◆ HOW TO COMPLETE THIS TASK
In the entries that follow, find the word "highway" and report each line it is on.

◆ SUPPLIED DATA

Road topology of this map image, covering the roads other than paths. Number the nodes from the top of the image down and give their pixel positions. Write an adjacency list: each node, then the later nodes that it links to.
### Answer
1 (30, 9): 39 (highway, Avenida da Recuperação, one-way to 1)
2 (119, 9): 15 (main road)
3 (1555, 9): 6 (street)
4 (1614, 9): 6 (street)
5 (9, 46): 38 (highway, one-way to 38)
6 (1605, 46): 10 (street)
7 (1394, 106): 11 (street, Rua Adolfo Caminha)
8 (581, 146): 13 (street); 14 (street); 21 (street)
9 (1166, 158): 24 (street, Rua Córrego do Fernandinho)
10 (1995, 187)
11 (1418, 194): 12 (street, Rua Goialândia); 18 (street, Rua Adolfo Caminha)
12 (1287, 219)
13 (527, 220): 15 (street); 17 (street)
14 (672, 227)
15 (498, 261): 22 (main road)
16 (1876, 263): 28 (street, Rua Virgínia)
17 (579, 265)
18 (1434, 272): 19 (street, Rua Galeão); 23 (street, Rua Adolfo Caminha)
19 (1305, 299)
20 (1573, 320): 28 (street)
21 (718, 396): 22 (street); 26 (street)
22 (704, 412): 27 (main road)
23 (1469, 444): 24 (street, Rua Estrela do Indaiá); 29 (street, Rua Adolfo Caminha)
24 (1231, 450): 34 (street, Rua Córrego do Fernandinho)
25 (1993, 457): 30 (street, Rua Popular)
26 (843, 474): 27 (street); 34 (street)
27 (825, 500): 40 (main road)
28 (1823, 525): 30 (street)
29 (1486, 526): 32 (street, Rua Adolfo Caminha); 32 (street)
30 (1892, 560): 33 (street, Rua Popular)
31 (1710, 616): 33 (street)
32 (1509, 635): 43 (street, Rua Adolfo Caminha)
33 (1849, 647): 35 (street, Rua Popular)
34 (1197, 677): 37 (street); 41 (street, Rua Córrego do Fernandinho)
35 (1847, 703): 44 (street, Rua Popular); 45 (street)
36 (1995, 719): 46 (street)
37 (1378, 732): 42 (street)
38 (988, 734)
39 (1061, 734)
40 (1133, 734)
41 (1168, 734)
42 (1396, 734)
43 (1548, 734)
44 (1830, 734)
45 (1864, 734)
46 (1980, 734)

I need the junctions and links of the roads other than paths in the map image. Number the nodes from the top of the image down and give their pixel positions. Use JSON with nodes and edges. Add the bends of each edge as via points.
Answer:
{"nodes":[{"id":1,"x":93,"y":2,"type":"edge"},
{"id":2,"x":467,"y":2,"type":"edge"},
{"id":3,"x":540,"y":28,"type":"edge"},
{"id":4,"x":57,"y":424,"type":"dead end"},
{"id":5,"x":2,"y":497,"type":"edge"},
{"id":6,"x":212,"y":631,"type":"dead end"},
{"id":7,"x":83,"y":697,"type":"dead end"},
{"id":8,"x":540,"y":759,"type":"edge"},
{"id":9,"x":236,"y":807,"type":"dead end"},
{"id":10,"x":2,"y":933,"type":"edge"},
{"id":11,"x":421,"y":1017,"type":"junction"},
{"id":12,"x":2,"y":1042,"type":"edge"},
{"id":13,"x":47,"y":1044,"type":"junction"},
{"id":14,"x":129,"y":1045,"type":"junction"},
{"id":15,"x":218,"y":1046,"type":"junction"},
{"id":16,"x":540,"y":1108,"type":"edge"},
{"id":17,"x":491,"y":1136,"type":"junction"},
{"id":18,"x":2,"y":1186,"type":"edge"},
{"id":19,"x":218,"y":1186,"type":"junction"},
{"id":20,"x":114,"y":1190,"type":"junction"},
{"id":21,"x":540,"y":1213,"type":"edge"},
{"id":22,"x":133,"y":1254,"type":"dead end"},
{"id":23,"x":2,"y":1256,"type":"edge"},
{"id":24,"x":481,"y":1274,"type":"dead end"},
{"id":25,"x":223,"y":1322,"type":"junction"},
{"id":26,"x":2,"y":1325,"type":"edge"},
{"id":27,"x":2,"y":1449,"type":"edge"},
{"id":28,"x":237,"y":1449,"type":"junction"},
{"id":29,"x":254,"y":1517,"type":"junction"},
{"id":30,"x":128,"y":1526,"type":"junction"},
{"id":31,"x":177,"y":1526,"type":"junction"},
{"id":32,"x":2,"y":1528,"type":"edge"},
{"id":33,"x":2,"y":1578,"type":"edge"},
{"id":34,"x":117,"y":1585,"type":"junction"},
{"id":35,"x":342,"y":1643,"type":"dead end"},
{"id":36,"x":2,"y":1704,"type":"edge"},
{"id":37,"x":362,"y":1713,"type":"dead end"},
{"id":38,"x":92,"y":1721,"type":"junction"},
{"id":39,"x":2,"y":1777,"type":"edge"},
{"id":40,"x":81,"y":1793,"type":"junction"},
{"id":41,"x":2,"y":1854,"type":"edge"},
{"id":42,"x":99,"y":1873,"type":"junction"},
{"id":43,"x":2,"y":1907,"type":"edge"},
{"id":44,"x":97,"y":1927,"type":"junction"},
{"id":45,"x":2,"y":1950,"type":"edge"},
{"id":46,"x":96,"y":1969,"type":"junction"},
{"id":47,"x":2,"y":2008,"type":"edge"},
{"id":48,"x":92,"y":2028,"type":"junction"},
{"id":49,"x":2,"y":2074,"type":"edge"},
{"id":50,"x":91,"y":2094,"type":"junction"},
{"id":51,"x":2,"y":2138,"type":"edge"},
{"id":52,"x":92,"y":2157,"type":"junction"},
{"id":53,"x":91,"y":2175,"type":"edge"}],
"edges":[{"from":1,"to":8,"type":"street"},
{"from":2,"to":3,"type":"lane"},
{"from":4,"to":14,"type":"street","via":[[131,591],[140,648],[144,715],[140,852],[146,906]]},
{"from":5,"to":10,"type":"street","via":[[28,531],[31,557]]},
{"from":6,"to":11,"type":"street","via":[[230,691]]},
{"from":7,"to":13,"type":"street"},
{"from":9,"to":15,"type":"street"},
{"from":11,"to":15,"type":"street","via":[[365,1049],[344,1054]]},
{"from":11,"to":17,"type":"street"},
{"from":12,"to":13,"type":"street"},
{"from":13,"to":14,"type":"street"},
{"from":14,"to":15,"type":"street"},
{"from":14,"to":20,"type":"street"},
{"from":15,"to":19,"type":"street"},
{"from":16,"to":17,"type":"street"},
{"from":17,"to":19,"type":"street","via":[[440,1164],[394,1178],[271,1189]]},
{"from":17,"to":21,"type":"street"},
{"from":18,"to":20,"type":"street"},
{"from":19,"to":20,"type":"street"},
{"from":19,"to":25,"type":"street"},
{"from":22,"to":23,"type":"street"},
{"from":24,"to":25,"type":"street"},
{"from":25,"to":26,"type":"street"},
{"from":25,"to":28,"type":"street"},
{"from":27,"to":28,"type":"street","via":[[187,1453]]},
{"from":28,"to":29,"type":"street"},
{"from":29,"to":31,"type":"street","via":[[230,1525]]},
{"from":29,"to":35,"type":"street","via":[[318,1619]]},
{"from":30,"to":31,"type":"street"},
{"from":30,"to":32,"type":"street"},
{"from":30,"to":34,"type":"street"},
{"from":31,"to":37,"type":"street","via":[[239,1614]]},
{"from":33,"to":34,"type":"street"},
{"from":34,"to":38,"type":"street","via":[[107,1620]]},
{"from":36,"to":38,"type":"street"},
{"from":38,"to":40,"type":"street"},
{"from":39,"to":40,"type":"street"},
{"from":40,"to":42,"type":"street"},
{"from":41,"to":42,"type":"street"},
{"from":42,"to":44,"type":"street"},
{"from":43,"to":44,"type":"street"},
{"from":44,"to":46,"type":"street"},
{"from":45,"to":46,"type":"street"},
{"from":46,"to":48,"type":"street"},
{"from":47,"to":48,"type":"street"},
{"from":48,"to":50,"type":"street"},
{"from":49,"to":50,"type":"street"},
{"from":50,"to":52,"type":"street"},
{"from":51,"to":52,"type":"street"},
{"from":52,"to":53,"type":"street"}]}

◆ EXPECTED ANSWER
1 (30, 9): 39 (highway, Avenida da Recuperação, one-way to 1)
5 (9, 46): 38 (highway, one-way to 38)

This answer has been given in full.